» **PROMPT**
Nothing but the pictures should be dropped when the records are transcribed word for word.

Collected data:
^^^^^^^^

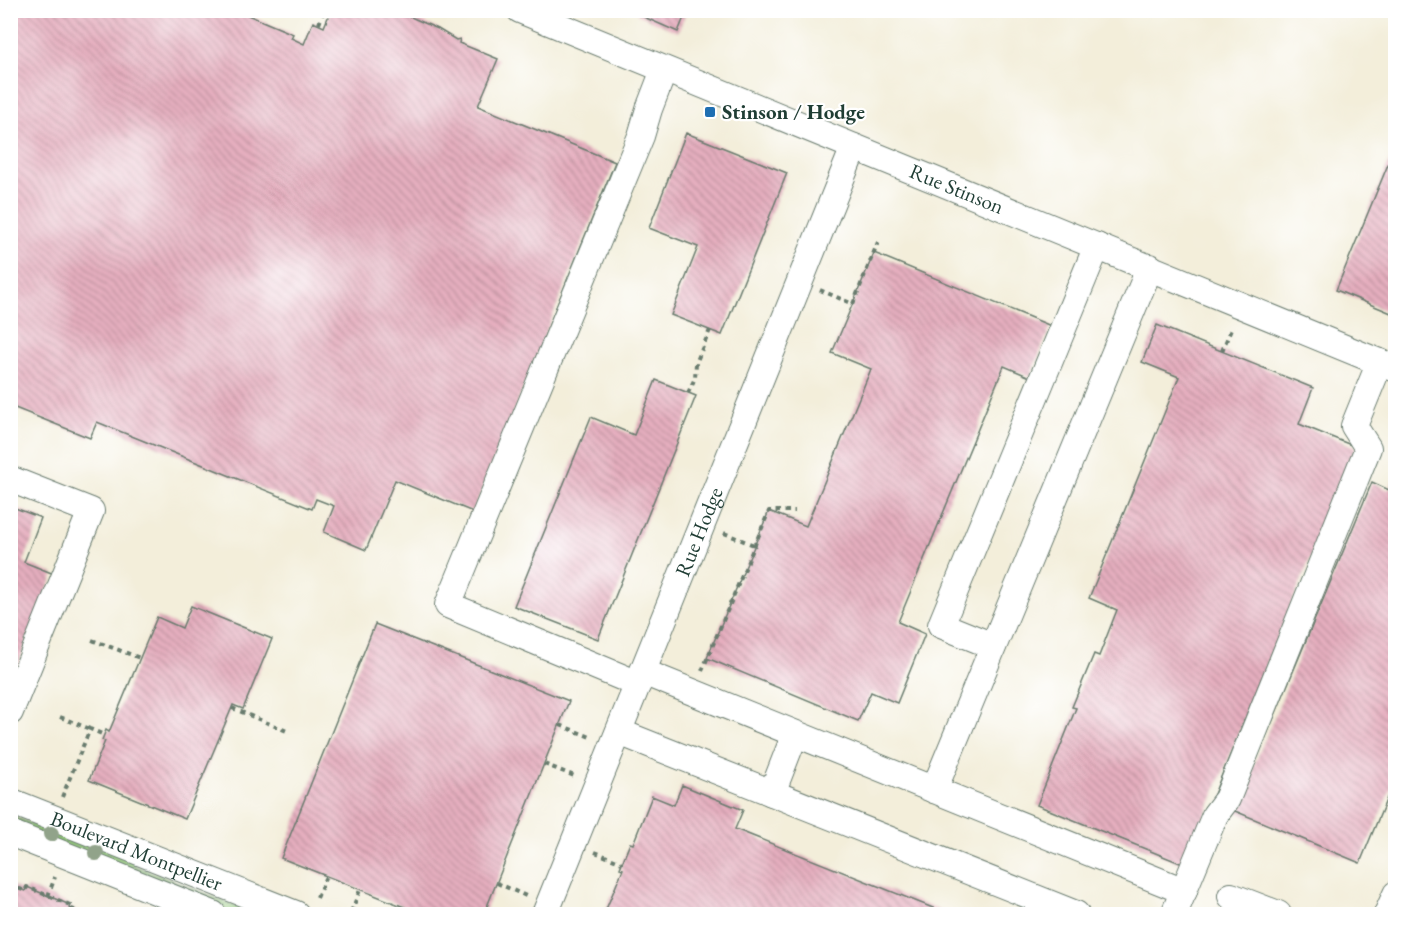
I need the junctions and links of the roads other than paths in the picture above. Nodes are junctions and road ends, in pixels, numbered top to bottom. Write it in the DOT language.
graph roads {
  1 [pos="520,10"];
  2 [pos="664,70"];
  3 [pos="854,147"];
  4 [pos="1097,246"];
  5 [pos="1150,267"];
  6 [pos="1388,366"];
  7 [pos="10,479"];
  8 [pos="993,646"];
  9 [pos="640,678"];
  10 [pos="10,712"];
  11 [pos="619,732"];
  12 [pos="795,734"];
  13 [pos="934,790"];
  14 [pos="772,793"];
  15 [pos="10,801"];
  16 [pos="10,833"];
  17 [pos="1184,891"];
  18 [pos="1395,894"];
  19 [pos="1231,896"];
  20 [pos="537,906"];
  21 [pos="213,915"];
  22 [pos="296,915"];
  23 [pos="1076,915"];
  24 [pos="1174,915"];
  25 [pos="1278,915"];
  26 [pos="1387,915"];
  1 -- 2 [label="street, Rue Stinson"];
  2 -- 3 [label="street, Rue Stinson"];
  2 -- 9 [label="street"];
  3 -- 4 [label="street, Rue Stinson"];
  3 -- 9 [label="street, Rue Hodge"];
  4 -- 5 [label="street, Rue Stinson"];
  4 -- 8 [label="street"];
  5 -- 6 [label="street, Rue Stinson"];
  5 -- 8 [label="street"];
  6 -- 17 [label="street"];
  7 -- 10 [label="street"];
  8 -- 13 [label="street"];
  9 -- 11 [label="street, Rue Hodge"];
  9 -- 12 [label="street"];
  11 -- 14 [label="street"];
  11 -- 20 [label="street, Rue Hodge"];
  12 -- 13 [label="street"];
  12 -- 14 [label="street"];
  13 -- 17 [label="street"];
  14 -- 23 [label="street"];
  15 -- 22 [label="street, Boulevard Montpellier"];
  16 -- 21 [label="street, Boulevard Montpellier"];
  17 -- 24 [label="street"];
  18 -- 26 [label="street"];
  19 -- 25 [label="street"];
}
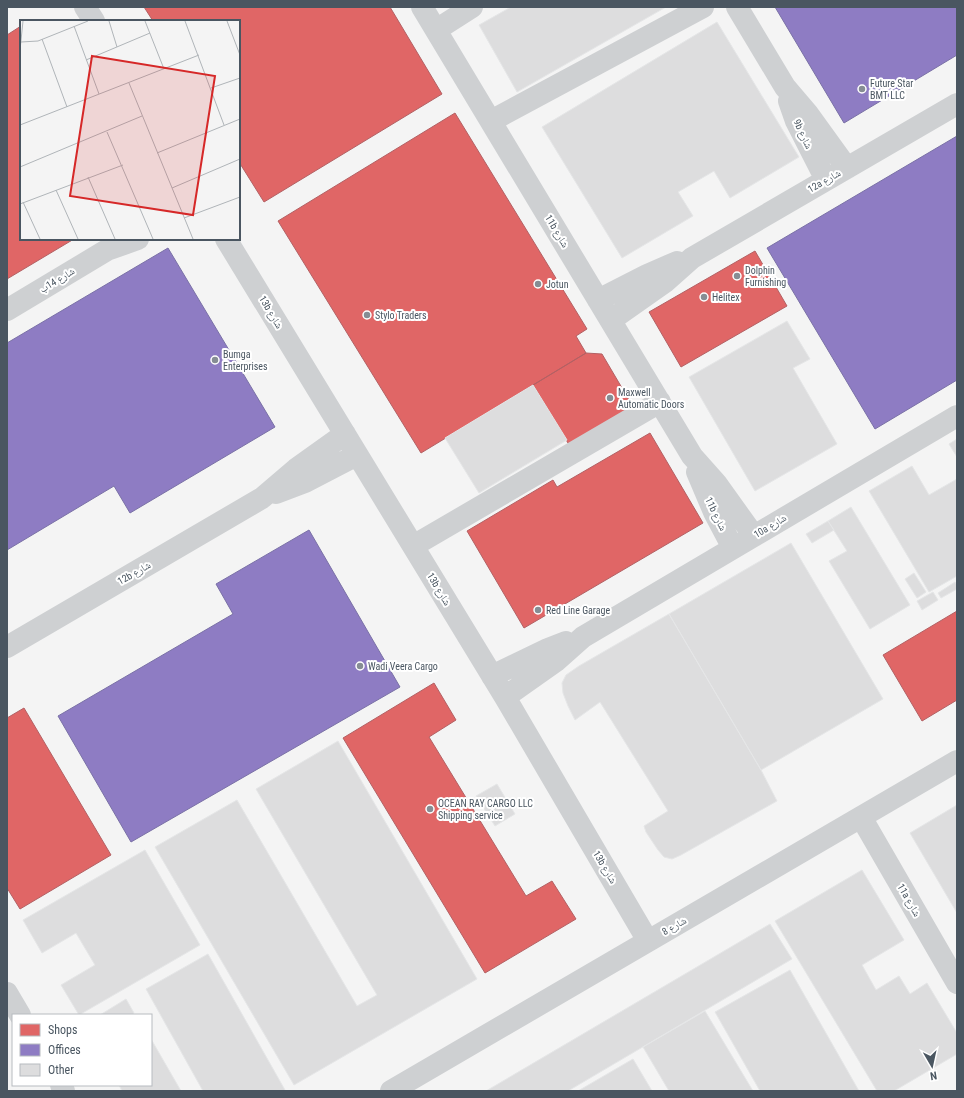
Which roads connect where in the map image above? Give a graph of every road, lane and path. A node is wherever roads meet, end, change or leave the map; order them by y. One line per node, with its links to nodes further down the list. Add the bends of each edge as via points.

^^^^^^^^

» **WRITTEN RESPONSE**
I need the junctions and links of the roads other than paths in the picture above. Nodes are junctions and road ends, in pixels, numbered top to bottom. Write it in the DOT language.
graph roads {
  1 [pos="520,10"];
  2 [pos="664,70"];
  3 [pos="854,147"];
  4 [pos="1097,246"];
  5 [pos="1150,267"];
  6 [pos="1388,366"];
  7 [pos="10,479"];
  8 [pos="993,646"];
  9 [pos="640,678"];
  10 [pos="10,712"];
  11 [pos="619,732"];
  12 [pos="795,734"];
  13 [pos="934,790"];
  14 [pos="772,793"];
  15 [pos="10,801"];
  16 [pos="10,833"];
  17 [pos="1184,891"];
  18 [pos="1395,894"];
  19 [pos="1231,896"];
  20 [pos="537,906"];
  21 [pos="213,915"];
  22 [pos="296,915"];
  23 [pos="1076,915"];
  24 [pos="1174,915"];
  25 [pos="1278,915"];
  26 [pos="1387,915"];
  1 -- 2 [label="street, Rue Stinson"];
  2 -- 3 [label="street, Rue Stinson"];
  2 -- 9 [label="street"];
  3 -- 4 [label="street, Rue Stinson"];
  3 -- 9 [label="street, Rue Hodge"];
  4 -- 5 [label="street, Rue Stinson"];
  4 -- 8 [label="street"];
  5 -- 6 [label="street, Rue Stinson"];
  5 -- 8 [label="street"];
  6 -- 17 [label="street"];
  7 -- 10 [label="street"];
  8 -- 13 [label="street"];
  9 -- 11 [label="street, Rue Hodge"];
  9 -- 12 [label="street"];
  11 -- 14 [label="street"];
  11 -- 20 [label="street, Rue Hodge"];
  12 -- 13 [label="street"];
  12 -- 14 [label="street"];
  13 -- 17 [label="street"];
  14 -- 23 [label="street"];
  15 -- 22 [label="street, Boulevard Montpellier"];
  16 -- 21 [label="street, Boulevard Montpellier"];
  17 -- 24 [label="street"];
  18 -- 26 [label="street"];
  19 -- 25 [label="street"];
}
Which roads connect where in the map image above? Give a graph of every road, lane and path. A node is wherever roads meet, end, change or leave the map; order them by y. One line per node, with its links to nodes further down the list. Add the bends of each edge as via points.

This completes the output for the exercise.